**What the task requires:** Give the number of lines in the entries below that hold "down", with no accompanying words.

**Data to use:**

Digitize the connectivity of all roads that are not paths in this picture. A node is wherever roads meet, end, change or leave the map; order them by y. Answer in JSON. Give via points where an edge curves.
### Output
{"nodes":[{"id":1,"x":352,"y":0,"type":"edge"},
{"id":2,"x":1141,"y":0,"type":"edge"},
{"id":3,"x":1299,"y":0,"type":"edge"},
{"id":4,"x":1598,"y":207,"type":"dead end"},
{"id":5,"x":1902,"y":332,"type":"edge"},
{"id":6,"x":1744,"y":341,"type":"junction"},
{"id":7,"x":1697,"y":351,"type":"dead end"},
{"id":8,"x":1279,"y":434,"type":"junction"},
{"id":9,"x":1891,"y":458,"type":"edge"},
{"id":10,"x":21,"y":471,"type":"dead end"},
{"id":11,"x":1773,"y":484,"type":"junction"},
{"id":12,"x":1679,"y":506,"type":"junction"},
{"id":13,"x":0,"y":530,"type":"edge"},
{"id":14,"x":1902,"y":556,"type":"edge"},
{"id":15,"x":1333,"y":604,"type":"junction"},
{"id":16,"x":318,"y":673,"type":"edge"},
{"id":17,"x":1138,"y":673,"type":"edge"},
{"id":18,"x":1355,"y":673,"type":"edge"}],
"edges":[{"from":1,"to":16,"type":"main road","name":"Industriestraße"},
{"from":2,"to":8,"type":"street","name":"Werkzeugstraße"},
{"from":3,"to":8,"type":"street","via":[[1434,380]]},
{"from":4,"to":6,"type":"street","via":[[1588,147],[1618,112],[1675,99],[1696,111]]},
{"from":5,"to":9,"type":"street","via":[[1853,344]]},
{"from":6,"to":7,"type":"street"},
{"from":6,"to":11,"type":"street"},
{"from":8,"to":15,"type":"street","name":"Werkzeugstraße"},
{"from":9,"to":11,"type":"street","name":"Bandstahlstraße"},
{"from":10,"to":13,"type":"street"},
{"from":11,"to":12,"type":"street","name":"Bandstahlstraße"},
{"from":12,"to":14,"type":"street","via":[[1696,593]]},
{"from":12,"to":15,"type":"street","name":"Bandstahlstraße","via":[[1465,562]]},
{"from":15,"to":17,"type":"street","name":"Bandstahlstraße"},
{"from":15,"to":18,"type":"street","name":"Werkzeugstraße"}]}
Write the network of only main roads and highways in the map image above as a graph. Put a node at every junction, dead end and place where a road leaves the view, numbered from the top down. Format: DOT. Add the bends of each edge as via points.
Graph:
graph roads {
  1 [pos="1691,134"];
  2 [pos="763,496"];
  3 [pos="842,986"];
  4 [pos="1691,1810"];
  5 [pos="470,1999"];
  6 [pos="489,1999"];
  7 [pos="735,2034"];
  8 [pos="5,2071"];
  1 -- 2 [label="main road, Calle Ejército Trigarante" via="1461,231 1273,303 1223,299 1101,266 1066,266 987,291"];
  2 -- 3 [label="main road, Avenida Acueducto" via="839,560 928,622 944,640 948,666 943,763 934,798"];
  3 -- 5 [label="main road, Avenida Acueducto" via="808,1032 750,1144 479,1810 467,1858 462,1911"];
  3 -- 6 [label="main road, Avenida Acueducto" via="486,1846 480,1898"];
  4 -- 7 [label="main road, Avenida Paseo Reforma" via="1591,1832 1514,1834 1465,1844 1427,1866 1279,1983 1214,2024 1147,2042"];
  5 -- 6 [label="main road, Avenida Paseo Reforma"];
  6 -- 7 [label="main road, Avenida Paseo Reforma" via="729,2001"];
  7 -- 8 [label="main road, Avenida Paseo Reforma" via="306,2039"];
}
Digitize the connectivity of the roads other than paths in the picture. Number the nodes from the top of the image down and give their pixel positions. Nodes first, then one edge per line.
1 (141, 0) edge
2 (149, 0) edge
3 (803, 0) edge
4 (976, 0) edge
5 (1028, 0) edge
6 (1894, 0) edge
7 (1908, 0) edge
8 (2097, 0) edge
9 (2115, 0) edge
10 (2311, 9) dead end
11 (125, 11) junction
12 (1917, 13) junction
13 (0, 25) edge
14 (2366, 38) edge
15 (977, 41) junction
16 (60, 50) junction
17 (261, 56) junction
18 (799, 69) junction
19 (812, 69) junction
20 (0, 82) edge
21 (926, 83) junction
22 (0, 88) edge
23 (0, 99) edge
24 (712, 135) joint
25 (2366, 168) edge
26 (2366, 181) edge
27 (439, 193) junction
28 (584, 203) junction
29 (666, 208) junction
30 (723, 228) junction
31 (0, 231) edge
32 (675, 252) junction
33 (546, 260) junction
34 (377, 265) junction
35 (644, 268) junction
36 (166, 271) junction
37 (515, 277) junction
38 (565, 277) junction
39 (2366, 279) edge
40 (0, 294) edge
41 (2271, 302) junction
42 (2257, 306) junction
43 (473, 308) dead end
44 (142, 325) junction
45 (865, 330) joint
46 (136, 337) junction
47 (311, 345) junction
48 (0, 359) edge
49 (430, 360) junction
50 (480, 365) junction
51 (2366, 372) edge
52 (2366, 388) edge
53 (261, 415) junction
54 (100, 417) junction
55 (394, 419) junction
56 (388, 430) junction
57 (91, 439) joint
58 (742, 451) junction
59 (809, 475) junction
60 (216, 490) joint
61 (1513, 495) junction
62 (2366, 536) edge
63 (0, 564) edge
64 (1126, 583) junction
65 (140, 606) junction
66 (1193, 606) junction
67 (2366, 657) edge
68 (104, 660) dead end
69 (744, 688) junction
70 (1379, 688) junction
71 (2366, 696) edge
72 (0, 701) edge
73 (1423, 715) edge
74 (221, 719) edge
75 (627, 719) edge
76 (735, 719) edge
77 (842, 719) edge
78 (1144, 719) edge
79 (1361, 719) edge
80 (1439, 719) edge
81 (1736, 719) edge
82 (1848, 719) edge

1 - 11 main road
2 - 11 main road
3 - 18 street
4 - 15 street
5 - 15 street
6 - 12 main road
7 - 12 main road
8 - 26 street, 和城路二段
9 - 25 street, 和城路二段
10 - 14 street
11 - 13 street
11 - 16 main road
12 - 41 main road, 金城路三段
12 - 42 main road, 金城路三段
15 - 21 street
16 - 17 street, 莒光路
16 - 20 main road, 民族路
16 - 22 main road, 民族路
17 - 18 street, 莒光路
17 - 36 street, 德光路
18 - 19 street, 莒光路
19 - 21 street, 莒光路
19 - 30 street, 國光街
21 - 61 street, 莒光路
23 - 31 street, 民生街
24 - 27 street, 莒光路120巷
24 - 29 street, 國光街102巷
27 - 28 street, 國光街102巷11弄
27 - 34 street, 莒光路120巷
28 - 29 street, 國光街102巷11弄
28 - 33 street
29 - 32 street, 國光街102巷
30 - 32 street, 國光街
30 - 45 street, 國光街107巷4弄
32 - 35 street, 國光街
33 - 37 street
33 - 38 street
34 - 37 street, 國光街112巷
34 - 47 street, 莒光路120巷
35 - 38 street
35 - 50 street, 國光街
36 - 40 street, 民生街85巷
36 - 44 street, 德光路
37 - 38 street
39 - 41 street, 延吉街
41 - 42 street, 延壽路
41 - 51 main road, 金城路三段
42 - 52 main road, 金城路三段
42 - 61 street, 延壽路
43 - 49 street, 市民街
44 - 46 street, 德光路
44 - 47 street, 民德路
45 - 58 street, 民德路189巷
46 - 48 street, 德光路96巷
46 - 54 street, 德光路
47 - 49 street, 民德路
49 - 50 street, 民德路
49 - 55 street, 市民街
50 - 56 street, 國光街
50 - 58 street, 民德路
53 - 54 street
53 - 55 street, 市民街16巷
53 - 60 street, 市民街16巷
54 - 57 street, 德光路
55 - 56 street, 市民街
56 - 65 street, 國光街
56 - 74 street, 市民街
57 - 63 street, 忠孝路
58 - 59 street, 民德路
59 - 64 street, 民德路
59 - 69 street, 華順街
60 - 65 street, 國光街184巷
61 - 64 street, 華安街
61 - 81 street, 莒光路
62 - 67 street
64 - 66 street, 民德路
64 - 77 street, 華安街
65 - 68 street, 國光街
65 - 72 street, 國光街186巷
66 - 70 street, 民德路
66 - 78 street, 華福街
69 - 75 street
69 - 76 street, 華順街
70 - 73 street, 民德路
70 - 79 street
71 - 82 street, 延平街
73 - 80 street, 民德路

**Solution for this exercise:** 2